Angelo Frontoni: on the set

Mole Antonelliana, Torino
14 July16 October 2005

The National Cinema Museum and the Centro Sperimentale di Cinematografia - Cineteca Nazionale pay tribute to Angelo Frontoni, the great Italian reporter, who was known as the “photographer of the stars,” on the occasion of the joint acquisition of his immense photographic archives with a precious contribution from the Compagnia di San Paolo.
Eighty black and white photographs, most of which have never been on view before, illustrate fifty years of Italian cinema from the privileged vantage point of his camera. These extraordinary photographs reveal a different Frontoni, far from the glossy and glamorous style for which he is so well known. There are many close-ups in the set photos: Frontoni preferred details to group scenes, he would capture an expression or a detail of a dress, his attention was caught by the spots of color that form the characters, the architecture of the backdrops, the movements of the actors.

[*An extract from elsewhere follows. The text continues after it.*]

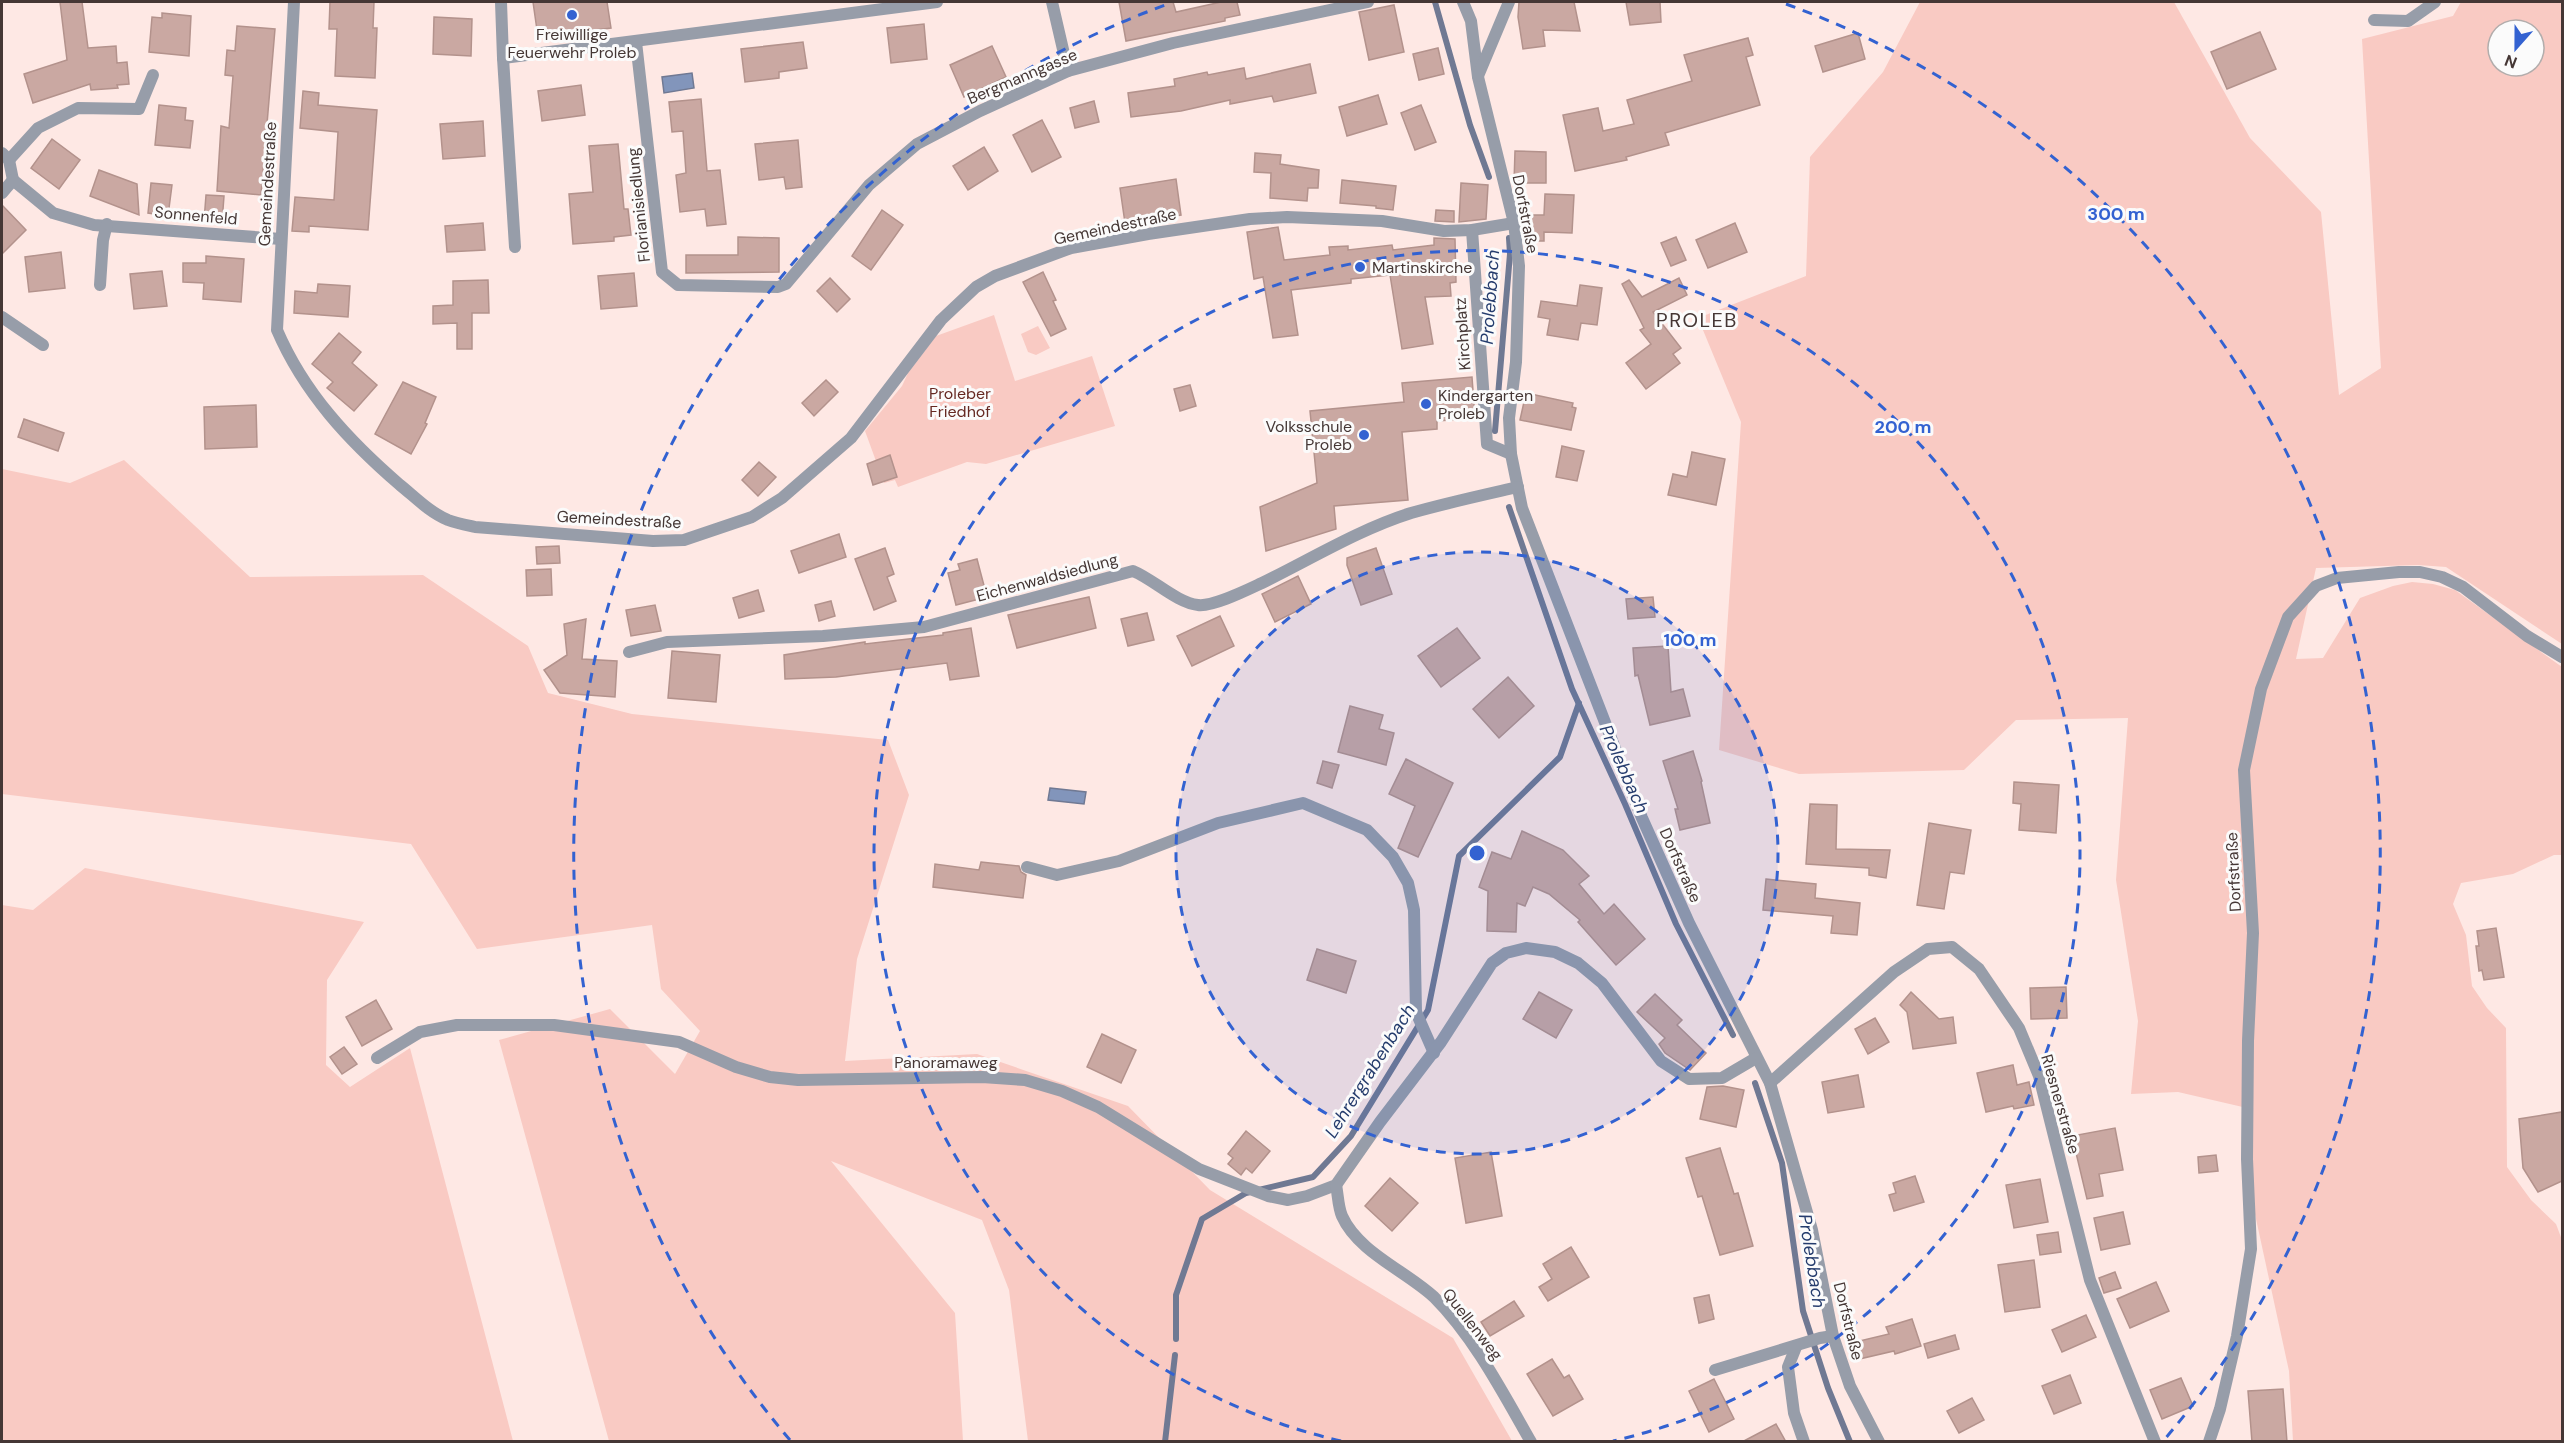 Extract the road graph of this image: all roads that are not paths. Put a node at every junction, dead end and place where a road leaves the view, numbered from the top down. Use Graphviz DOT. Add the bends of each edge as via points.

These are unusual and very personal photographs, as though the set had become a photographer’s studio, a setting in which he constructed an image that is closely tied to his aesthetic ideas. On the sets, people who have made the history of Italian cinema mingle with the stars of the films, screenwriters and producers, costume designers and hair dressers, tailors and cameramen. The photos come to life with figures at work or simply strolling by, workers and machines, giving depth to the images and illustrating the animation and industriousness of movie sets.

 

The exhibit is available to be set up in other locations.